International Conference
100 Years of German-Russian Cultural Exchange: The First Russian Art Exhibition
October 15-16, 2021
Dietrich-Bonhoeffer-Saal, Staatsbibliothek Berlin, Haus Potsdamer Straße,
and ONLINE via Zoom.
Program (pdf).
Conference Booklet with abstracts of the talks (pdf).
Gallery.
The First Russian Art Exhibition (Erste Russische Kunstausstellung), which opened in the Galerie van Diemen in Berlin on October 15, 1922, caused a remarkable stir in the Western art world. With Russia having been isolated from the West for almost a decade due to the First World War, the exhibition offered a unique opportunity for a broad Western audience to view first-hand the most recent artistic developments in Russia. The comprehensive exhibition, consisting of at least 237 paintings, more than 500 graphic works, sculptures, stage designs, architectural models, and works of porcelain, had a remarkably broad range that combined rather traditional paintings in a figurative manner by artists such as Abram Arkhipov, Konstantin Korovin, and Boris Kustodiev with the latest creations of the Russian avant-garde, including Cubo-futurist paintings by Nadezhda Udaltsova and Alexandra Exter, Suprematist works by Kazimir Malevich and El Lissitzky, and constructions by Vladimir Tatlin, Naum Gabo, Alexander Rodchenko, and Konstantin Medunetsky.
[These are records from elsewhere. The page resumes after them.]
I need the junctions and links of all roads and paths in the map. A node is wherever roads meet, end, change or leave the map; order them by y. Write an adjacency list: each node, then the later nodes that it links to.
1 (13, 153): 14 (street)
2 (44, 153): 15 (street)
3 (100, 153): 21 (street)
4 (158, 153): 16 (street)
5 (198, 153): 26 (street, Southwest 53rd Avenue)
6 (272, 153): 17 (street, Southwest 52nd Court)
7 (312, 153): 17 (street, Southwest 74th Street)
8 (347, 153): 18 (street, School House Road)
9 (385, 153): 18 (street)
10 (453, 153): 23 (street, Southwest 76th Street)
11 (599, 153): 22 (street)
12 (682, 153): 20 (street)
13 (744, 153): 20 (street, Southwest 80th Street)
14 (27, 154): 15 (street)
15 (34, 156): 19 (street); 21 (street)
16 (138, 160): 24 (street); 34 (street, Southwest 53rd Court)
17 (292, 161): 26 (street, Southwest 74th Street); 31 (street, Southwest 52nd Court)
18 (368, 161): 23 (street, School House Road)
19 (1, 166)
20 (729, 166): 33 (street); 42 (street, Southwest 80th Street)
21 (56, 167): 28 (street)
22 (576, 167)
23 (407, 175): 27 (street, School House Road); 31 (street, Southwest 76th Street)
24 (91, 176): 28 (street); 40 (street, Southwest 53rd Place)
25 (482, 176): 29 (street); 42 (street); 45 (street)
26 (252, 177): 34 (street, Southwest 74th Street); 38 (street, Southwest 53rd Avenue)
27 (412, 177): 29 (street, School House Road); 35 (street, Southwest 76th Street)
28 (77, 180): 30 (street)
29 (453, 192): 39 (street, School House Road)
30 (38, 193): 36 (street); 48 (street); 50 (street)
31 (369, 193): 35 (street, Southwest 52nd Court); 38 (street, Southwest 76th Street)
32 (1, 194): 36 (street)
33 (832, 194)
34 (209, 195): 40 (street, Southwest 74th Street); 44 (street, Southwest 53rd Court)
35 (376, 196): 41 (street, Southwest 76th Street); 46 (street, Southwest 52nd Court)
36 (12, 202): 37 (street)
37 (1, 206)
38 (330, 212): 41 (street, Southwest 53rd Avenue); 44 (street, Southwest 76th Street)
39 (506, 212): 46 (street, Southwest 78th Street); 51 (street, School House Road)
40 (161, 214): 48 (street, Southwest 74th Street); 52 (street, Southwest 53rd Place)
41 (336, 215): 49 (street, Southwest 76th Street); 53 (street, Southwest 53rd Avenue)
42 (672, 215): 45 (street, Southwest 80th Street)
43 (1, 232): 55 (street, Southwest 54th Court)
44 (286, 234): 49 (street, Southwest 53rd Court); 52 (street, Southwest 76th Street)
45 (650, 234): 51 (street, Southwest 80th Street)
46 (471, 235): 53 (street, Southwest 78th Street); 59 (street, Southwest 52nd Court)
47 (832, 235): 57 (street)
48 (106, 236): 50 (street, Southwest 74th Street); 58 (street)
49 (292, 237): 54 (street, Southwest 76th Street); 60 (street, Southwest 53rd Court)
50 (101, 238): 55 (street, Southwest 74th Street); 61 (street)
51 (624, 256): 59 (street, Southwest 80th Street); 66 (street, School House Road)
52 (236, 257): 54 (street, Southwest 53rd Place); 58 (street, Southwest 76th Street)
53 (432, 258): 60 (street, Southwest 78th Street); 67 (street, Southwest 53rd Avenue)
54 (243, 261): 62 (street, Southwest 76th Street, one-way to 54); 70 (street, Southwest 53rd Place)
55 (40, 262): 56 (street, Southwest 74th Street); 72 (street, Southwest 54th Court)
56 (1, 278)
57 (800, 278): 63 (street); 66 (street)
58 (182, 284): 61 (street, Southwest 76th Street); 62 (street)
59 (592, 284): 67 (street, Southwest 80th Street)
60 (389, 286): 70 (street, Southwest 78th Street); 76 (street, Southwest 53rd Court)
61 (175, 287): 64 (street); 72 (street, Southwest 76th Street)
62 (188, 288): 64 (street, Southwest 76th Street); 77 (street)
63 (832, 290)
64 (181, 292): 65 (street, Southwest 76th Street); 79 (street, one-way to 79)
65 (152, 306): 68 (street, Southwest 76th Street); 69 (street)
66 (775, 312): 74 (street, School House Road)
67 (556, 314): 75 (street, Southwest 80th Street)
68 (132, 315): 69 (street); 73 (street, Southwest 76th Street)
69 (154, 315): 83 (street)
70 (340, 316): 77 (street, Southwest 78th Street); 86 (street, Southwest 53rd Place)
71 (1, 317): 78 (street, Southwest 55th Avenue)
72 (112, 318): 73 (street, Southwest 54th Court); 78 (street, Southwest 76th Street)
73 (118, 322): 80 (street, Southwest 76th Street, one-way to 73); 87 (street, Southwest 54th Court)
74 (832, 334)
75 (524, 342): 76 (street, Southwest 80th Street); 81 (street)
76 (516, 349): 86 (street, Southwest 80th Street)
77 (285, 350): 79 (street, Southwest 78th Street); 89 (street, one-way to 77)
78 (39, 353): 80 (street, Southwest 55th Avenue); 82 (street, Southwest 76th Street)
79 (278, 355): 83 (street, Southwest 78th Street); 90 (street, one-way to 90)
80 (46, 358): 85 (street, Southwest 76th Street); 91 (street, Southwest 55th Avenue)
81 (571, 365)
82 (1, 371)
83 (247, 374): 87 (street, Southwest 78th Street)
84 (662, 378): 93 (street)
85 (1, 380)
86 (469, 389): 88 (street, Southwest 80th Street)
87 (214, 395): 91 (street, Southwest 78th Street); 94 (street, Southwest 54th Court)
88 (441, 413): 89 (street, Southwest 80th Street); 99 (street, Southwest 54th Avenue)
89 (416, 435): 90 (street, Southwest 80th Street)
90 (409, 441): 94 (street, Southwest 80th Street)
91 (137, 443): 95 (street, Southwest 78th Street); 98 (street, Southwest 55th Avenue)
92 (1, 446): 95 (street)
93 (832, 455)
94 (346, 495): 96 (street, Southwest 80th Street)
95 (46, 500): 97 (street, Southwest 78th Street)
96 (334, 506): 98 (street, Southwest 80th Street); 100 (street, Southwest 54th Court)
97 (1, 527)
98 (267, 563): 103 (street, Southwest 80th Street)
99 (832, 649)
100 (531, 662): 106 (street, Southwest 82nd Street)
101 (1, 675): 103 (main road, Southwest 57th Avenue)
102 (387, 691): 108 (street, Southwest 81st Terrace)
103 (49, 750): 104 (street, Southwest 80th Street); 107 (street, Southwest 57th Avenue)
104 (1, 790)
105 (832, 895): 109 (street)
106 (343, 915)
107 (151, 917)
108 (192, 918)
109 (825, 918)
In view of the upcoming 100th anniversary of the historical exhibition in 2022, Jacobs University Bremen in cooperation with the Staatliche Museen zu Berlin is holding an international conference. The two-day event will present new research on the First Russian Art Exhibition, moving away from the narrow focus on the show’s avant-garde art display and examining instead its broader historical scope and art historical implications. Particular emphasis will be on the intentions of the Soviet state, the expectations of German leftist artists and intellectuals, the goals and organization of the exhibition, the role and participation of individual artists in the show, among them Naum Gabo, El Lissitzky, and David Shterenberg, as well as the reception of the exhibition within artistic and architectural circles in Germany, Central- and Eastern Europe, and Japan in the 1920s, and the whereabouts of the works exhibited.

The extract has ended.